» DIRECTIONS FOR THIS TASK
Using the listing below, copy every line that mentions "Right".

==== RECORD SET

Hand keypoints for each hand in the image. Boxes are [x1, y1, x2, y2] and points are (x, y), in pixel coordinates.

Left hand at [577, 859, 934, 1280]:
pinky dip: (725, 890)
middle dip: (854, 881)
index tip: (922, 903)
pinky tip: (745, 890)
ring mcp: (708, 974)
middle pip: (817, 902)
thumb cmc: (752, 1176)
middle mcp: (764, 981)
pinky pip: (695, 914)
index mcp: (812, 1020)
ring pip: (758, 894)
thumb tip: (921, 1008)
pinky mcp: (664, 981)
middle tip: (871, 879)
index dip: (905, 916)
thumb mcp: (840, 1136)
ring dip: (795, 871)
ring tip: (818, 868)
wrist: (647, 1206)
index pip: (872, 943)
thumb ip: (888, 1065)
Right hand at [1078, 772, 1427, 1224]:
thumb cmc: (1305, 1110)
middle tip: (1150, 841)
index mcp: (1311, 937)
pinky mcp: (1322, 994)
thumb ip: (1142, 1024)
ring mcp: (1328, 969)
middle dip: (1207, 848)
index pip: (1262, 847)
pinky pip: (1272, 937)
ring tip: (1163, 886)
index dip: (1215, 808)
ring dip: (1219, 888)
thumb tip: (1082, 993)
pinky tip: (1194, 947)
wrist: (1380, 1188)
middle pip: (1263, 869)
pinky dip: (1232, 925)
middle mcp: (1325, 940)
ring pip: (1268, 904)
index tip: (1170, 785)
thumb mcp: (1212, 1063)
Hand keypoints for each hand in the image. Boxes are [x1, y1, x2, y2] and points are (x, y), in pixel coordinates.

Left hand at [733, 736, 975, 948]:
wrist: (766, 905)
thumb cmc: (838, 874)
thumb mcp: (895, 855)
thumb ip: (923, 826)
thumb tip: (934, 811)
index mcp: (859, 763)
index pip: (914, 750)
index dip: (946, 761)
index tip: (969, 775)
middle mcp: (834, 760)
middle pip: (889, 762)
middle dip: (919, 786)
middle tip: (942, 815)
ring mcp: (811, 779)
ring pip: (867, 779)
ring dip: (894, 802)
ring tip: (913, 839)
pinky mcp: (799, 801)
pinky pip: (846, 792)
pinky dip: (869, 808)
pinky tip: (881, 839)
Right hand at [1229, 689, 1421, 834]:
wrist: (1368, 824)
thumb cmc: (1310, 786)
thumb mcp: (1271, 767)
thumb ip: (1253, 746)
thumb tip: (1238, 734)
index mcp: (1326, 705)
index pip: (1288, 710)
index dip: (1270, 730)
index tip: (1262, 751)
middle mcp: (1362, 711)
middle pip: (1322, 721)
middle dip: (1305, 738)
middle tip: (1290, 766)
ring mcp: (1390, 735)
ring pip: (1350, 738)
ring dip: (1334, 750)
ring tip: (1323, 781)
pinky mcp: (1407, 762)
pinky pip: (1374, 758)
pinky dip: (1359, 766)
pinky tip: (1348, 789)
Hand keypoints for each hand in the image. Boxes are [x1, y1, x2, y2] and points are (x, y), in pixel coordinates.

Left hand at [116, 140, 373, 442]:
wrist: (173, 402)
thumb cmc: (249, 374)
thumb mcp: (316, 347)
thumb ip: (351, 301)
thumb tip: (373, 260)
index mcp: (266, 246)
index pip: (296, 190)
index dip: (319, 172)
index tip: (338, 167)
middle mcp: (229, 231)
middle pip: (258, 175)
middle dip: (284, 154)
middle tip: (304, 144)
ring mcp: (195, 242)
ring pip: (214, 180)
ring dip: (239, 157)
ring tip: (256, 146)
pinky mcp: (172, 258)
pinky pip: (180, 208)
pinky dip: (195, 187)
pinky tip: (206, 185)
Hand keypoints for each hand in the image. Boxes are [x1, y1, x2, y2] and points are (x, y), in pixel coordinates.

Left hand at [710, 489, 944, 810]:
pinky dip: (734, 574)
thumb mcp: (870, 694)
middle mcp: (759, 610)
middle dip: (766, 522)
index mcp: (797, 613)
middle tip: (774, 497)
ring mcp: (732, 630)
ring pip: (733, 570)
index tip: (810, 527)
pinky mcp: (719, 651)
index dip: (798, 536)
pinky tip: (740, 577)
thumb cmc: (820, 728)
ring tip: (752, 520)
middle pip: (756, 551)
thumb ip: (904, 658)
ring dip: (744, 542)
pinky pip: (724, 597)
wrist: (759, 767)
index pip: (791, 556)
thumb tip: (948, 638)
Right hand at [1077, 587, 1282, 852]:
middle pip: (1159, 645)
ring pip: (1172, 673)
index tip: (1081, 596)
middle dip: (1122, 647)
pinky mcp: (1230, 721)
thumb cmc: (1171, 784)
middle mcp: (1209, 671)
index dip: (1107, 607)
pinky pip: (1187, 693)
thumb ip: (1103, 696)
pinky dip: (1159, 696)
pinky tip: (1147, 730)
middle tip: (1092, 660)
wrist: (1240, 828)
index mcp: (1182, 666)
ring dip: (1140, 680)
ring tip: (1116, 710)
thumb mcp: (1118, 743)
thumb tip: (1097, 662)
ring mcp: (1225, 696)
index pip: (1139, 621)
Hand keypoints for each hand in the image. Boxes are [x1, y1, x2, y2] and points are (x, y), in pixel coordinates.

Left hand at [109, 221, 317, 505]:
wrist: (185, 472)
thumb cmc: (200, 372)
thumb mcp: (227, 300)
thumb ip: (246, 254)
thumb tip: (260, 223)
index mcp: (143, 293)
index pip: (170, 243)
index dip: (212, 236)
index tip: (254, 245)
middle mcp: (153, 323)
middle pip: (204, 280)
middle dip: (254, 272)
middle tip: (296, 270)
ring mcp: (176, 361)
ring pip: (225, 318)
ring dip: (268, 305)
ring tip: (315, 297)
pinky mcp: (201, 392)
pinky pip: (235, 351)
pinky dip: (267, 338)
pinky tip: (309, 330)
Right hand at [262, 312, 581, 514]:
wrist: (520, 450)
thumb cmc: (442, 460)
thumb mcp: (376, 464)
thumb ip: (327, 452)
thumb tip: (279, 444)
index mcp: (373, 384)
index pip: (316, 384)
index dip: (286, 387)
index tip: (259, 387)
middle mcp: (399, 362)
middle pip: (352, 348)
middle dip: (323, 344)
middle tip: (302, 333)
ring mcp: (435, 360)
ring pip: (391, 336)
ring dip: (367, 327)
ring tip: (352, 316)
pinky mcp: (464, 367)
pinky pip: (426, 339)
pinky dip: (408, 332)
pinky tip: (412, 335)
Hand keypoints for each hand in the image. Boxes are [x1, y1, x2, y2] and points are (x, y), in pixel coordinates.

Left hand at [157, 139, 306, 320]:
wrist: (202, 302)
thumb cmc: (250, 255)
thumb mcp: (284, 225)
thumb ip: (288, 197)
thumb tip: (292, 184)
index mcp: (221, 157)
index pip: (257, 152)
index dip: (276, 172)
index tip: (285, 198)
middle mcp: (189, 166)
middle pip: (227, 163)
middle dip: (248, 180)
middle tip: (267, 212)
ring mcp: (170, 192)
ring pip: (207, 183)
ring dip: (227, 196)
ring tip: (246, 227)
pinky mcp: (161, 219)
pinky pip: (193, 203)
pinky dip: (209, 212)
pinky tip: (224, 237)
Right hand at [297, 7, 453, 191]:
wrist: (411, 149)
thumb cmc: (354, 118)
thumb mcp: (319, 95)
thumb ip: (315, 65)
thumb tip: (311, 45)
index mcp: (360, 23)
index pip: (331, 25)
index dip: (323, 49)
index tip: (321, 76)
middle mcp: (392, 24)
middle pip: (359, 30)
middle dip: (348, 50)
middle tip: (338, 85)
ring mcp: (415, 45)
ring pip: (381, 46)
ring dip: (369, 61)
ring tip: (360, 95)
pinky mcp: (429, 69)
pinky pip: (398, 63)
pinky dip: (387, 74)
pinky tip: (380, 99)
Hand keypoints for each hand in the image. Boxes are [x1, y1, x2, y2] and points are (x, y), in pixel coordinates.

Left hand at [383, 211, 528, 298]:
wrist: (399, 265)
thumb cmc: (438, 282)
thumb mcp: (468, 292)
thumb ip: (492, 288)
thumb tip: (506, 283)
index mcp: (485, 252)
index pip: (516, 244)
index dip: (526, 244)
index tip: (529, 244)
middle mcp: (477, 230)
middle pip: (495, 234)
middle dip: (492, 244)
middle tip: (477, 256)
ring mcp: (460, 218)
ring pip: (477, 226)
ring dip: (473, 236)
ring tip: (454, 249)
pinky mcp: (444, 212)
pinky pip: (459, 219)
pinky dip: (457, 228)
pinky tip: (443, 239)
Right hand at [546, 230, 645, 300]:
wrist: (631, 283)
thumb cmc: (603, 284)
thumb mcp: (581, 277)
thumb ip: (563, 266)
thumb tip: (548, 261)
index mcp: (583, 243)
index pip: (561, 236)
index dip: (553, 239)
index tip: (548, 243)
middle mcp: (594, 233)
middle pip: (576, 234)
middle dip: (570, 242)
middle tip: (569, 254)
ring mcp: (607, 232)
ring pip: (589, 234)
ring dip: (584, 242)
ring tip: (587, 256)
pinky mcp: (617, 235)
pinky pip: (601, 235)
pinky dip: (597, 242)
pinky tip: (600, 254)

========

» EXPECTED OUTPUT
Right hand at [1078, 772, 1427, 1224]:
Right hand at [1229, 689, 1421, 834]:
Right hand at [1077, 587, 1282, 852]:
Right hand at [262, 312, 581, 514]:
Right hand at [297, 7, 453, 191]:
Right hand at [546, 230, 645, 300]:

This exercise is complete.